I want to eat :) But first I have to cook it :O
Congratulations!
that looks so simple but so good. beautiful shot.
I absolutely love pine nuts, also. Beautiful job on the tart - it looks great.
This looks lovely! Quick question: This is for an 8-inch tart pan (the size you referenced in your tart dough recipe)?
YUM. That looks incredible.
Gorgeous looking tart! I have a whole bag of pine nuts in my freezer waiting to be used!
I love pine nuts, too! I can't wait to try this tart. It looks absolutely beautiful--not to mention, delicious! I need to get my hands on Nick's book, for sure.
what a perfect picture!
I have always wanted to try baking with pine nuts. I have only used them in savory dishes. This tart looks like a nice place to start! Beautiful.

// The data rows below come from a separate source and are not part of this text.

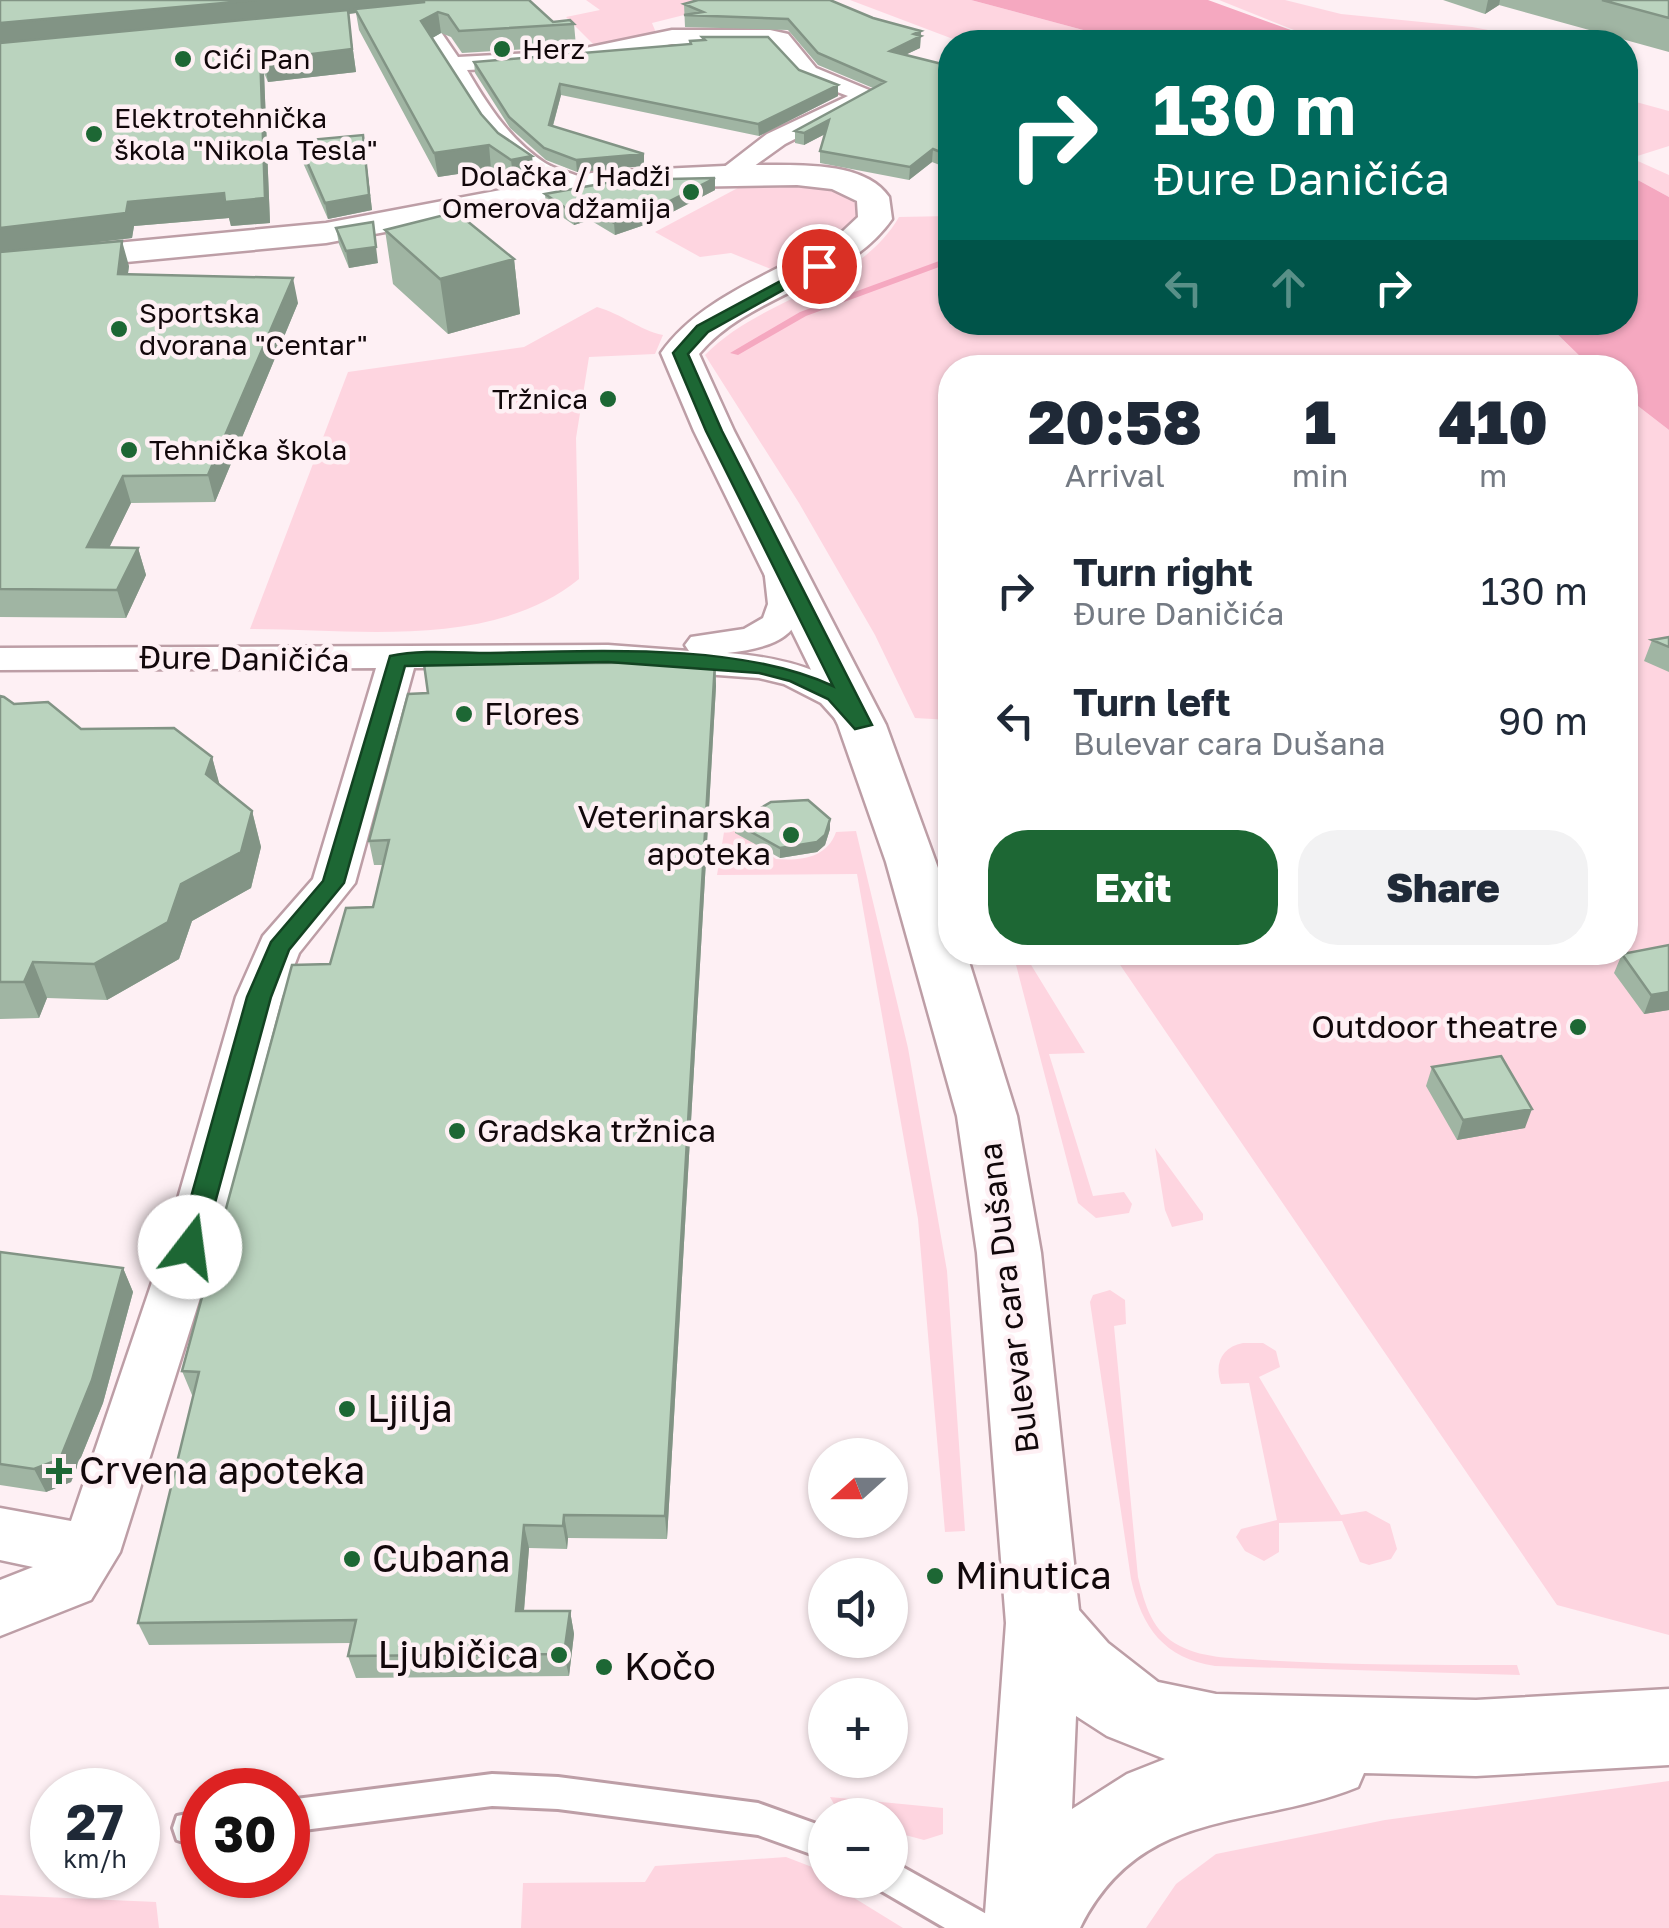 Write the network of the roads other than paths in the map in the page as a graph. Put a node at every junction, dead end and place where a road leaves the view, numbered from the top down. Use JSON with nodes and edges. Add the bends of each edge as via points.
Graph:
{"nodes":[{"id":1,"x":406,"y":11,"type":"edge"},
{"id":2,"x":456,"y":64,"type":"junction"},
{"id":3,"x":732,"y":174,"type":"junction"},
{"id":4,"x":575,"y":184,"type":"junction"},
{"id":5,"x":0,"y":264,"type":"edge"},
{"id":6,"x":781,"y":559,"type":"junction"},
{"id":7,"x":608,"y":656,"type":"junction"},
{"id":8,"x":0,"y":659,"type":"edge"},
{"id":9,"x":397,"y":660,"type":"junction"},
{"id":10,"x":862,"y":725,"type":"junction"},
{"id":11,"x":938,"y":950,"type":"edge"},
{"id":12,"x":942,"y":965,"type":"edge"},
{"id":13,"x":0,"y":1534,"type":"edge"},
{"id":14,"x":90,"y":1552,"type":"junction"},
{"id":15,"x":0,"y":1608,"type":"edge"},
{"id":16,"x":1042,"y":1623,"type":"junction"},
{"id":17,"x":1669,"y":1727,"type":"edge"},
{"id":18,"x":1476,"y":1738,"type":"junction"},
{"id":19,"x":310,"y":1813,"type":"edge"},
{"id":20,"x":808,"y":1837,"type":"edge"},
{"id":21,"x":908,"y":1887,"type":"edge"},
{"id":22,"x":978,"y":1928,"type":"edge"},
{"id":23,"x":1026,"y":1928,"type":"edge"},
{"id":24,"x":1036,"y":1928,"type":"edge"}],
"edges":[{"from":1,"to":2,"type":"street"},
{"from":2,"to":3,"type":"street","via":[[571,58],[659,38],[751,35],[780,39],[808,74],[869,96],[776,139]]},
{"from":2,"to":4,"type":"street","via":[[512,155],[535,172]]},
{"from":3,"to":4,"type":"street"},
{"from":3,"to":6,"type":"street","name":"Bulevar cara Dušana","via":[[826,179],[858,186],[873,198],[875,219],[843,251],[702,329],[680,353]]},
{"from":4,"to":5,"type":"street","via":[[368,228]]},
{"from":6,"to":7,"type":"street","name":"Đure Daničića","via":[[784,616],[768,633]]},
{"from":6,"to":10,"type":"street","name":"Bulevar cara Dušana"},
{"from":7,"to":9,"type":"street","name":"Đure Daničića"},
{"from":7,"to":10,"type":"street","name":"Đure Daničića","via":[[780,672],[835,694]]},
{"from":8,"to":9,"type":"street","name":"Đure Daničića"},
{"from":9,"to":14,"type":"street","via":[[333,883],[279,947],[259,997],[175,1294]]},
{"from":10,"to":11,"type":"street","name":"Bulevar cara Dušana"},
{"from":12,"to":16,"type":"street","name":"Bulevar cara Dušana","via":[[987,1116],[1009,1254]]},
{"from":13,"to":14,"type":"street"},
{"from":14,"to":15,"type":"street","via":[[70,1581]]},
{"from":16,"to":18,"type":"street","via":[[1093,1685],[1149,1719],[1216,1732]]},
{"from":16,"to":23,"type":"street","name":"Bulevar cara Dušana"},
{"from":17,"to":18,"type":"street"},
{"from":18,"to":24,"type":"street","via":[[1253,1772],[1145,1806],[1078,1852]]},
{"from":19,"to":20,"type":"lane","via":[[492,1790],[558,1793],[758,1818]]},
{"from":21,"to":22,"type":"lane"}]}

ohhh looks delicious! I don't think I have ever come across almond paste... or maybe I have and thought it was marzipan.
That tart looks good! I had not thought about using pine nuts in a sweet dish. I will have to try it.
Beautiful tart and great prop for your photo. I find very interesting that you use pine nuts for a sweet treat. I'm going to do the same. What a neat idea. AND It looks gorgeous.
This tart is right up my alley. I was actually just flipping through The Modern Baker in a bookstore earlier today - it's definitely on my want list.